Y mal que nos pese, las nuevas tecnologías no aportan nada de lo que puede dar un buen profesor, portavoz del humanismo, cauce de emociones, comunicador de dilemas cruciales, síntesis de culturas. Aquí hay que confirmar la sentencia de Steiner cuando defendió que una educación sin la debida calidad equivale a un asesinato. Formar bien a los docentes, seleccionar a los mejores, mantenerlos actualizados y motivados, no solo ofreciéndoles menos horas de trabajo, sino tareas profesionales más gratificantes, parece imprescindible. Los clubes, talleres, laboratorios, hogares de lectura y escritura, tan clásicos y tradicionales como se quiera, siguen siendo necesarios y además no evitan, sino que promueven otros aprendizajes. Comprobar que la Ilíada es un antecedente inmejorable de La Guerra de las Galaxias nos demuestra que los verdaderos clásicos no dejan de ser actuales, mientras nosotros cada vez más nos poblamos de extrañeza, consentidos pero excluidos de nosotros mismos, nos convertimos en errantes pordioseros adoradores de chatarra. En este avance de contrasentidos, solo cabe abandonar el vertedero moral que nos obligan a compartir y con serenidad, algo en nuestro tiempo exótico, renunciar a esta carrera y volver a renacer humanos, dignos ante las circunstancias adversas y generosos en las afortunadas. Para eso somos la especie que más lejos ha llegado, individuos complejos, por tanto, pero con reservas de ternura y solidaridad probadas. El trabajo colaborativo en una escuela inclusiva real es el superpoder de nuestra especie, es la mejor arma de nuestro futuro.

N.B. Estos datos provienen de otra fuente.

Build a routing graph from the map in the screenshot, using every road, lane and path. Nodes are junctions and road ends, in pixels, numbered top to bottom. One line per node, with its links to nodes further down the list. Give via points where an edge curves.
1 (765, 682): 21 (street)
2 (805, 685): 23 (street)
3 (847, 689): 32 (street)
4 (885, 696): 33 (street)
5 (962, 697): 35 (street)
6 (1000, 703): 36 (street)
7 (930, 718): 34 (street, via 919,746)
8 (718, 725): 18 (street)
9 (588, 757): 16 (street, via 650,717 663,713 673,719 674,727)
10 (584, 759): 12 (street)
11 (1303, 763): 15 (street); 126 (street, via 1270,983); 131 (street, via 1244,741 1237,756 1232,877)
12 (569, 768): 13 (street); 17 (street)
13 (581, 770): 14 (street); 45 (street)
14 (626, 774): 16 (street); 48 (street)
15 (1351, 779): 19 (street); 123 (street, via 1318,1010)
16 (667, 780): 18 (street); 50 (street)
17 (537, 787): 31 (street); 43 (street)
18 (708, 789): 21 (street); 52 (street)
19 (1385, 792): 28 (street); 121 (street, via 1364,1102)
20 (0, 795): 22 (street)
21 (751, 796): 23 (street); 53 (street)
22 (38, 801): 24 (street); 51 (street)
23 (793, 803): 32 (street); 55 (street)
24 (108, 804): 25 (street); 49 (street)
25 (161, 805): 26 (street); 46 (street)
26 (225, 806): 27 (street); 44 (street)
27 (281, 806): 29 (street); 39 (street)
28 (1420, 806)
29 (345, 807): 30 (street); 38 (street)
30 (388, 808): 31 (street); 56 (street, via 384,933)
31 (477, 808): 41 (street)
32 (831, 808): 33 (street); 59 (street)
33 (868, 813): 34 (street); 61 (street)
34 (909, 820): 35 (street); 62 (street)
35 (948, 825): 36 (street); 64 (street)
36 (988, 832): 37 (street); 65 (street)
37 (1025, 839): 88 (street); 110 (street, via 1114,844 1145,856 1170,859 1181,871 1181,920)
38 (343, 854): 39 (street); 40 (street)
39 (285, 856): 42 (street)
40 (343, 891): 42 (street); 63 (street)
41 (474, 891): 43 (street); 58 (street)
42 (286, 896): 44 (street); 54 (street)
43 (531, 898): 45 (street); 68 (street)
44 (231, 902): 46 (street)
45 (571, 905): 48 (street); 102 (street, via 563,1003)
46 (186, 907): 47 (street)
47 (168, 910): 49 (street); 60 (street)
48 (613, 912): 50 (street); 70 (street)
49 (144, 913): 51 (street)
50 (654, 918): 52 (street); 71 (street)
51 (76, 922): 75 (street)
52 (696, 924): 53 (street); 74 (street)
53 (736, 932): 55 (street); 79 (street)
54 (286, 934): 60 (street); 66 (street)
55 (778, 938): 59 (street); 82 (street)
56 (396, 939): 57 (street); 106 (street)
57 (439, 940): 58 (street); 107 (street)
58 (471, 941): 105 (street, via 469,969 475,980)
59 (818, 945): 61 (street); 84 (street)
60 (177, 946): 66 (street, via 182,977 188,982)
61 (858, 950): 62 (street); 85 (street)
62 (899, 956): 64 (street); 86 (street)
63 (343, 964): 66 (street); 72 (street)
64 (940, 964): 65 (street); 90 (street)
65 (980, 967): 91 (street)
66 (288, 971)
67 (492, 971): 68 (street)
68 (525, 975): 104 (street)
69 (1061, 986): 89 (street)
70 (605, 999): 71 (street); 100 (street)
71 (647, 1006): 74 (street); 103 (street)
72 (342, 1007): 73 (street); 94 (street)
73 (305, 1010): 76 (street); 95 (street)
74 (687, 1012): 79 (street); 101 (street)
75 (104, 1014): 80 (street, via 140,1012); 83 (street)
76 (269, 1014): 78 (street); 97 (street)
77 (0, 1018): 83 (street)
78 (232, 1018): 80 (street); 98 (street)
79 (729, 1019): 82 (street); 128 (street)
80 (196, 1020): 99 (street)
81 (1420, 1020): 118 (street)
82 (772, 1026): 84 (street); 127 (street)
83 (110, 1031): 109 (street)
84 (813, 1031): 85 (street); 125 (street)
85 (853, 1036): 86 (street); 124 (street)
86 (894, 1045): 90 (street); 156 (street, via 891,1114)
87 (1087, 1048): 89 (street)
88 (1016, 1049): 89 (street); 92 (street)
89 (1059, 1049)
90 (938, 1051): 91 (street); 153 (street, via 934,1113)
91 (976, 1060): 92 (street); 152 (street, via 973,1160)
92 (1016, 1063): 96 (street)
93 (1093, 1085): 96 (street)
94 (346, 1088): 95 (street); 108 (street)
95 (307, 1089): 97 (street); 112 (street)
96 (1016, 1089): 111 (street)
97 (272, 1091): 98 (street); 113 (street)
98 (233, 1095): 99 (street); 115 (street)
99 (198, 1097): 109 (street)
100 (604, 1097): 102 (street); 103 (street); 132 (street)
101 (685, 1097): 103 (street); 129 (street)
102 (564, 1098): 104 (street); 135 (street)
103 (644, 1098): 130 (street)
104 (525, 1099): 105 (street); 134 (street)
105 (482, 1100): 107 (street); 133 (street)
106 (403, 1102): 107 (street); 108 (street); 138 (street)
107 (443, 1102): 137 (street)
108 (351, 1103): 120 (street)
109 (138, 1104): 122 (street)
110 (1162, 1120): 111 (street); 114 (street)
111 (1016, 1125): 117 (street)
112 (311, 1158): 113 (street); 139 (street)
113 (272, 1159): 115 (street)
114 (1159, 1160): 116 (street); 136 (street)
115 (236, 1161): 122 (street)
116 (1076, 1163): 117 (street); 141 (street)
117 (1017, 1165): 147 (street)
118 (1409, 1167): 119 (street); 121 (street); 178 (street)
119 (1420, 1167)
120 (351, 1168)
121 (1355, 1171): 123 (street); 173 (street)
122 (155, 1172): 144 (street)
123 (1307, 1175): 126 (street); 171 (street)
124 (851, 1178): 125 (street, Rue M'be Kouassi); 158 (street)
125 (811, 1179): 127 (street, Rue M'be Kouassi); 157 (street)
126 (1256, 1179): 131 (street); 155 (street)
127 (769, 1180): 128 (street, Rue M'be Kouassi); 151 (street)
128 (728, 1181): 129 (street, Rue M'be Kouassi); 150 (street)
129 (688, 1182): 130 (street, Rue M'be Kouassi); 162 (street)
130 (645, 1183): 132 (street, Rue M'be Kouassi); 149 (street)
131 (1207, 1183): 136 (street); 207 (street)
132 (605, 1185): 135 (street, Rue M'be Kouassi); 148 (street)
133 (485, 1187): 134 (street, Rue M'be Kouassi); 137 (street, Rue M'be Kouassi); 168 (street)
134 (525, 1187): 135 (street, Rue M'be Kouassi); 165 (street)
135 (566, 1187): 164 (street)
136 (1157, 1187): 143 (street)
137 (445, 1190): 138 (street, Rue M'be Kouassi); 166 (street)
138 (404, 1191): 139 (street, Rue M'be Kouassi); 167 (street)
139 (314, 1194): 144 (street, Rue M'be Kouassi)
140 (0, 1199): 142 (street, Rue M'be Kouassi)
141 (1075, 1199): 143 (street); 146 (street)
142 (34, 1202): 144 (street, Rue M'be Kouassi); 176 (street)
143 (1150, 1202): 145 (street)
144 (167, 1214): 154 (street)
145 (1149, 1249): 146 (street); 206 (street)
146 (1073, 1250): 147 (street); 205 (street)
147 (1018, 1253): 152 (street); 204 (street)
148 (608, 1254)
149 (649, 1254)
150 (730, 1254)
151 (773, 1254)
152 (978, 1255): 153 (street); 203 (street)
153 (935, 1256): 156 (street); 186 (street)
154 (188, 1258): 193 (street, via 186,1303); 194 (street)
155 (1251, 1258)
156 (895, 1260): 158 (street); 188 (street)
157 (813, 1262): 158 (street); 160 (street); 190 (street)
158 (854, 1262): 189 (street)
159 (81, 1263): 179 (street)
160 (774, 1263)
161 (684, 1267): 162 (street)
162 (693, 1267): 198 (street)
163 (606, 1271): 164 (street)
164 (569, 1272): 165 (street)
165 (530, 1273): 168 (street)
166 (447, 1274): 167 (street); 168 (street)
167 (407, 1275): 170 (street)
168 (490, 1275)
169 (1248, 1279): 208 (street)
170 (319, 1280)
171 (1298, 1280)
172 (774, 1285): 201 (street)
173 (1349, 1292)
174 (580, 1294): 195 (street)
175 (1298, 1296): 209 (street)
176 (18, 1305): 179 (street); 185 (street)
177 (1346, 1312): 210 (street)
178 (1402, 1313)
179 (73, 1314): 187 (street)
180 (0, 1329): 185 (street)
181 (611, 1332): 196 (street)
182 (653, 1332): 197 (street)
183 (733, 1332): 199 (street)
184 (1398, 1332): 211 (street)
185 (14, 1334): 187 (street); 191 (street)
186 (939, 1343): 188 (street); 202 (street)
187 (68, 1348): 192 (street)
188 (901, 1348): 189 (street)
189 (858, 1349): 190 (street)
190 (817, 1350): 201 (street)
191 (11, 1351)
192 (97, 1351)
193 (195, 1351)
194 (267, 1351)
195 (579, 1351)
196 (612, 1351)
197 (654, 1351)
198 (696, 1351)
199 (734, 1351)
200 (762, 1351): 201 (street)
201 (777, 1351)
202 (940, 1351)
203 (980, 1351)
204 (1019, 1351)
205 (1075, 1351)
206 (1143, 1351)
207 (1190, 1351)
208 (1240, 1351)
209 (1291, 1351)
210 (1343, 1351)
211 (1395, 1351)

Vivimos más años, pero tenemos menos tiempo para todo. Tanto ajetreo nos angustia, tantas necesidades nos provocan vacío entre la acumulación de objetos y telemáticas relaciones que nos exigen cliquear el me gusta sin saber a qué nos referimos. Mejor detener un poco el ritmo alocado de adolescentes hiperactivos y respirar con calma, frenar el enfebrecido ritmo mental y el ansia de estar en todas partes. Reflexionemos acerca de la importancia del aquí y el ahora, la pareja, los padres, los hijos o los verdaderos amigos, el ocio reparador y el trabajo bien hecho. Una educación de calidad empieza por permitir que los estudiantes se sientan bien en el aula, con su grupo, con sus profesores. Intentemos armonizar el exterior con nuestro interior, la vida personal con la social, lo emocional con lo pragmático. Durmamos las horas necesarias para envejecer menos rápidamente y sobre todo para que la vigilia sea plenamente consciente. Lo otro no es vida, sino una maratón para, por lo general, llegar tarde a las citas importantes.
Contrariamente a lo que se supone, la educación no es una carrera, sino un camino reflexivo que nos conduce al saber, a vivir en plenitud, a convivir con nuestros semejantes; para ser buenos matemáticos, científicos, mecánicos, literatos, tecnólogos, médicos, profesores, pintores, carpinteros…, primero debemos ser personas maduras y honestas. Sería interesante que los centros escolares debatieran sobre estas cuestiones: al fin, nacer siempre lleva nueve meses.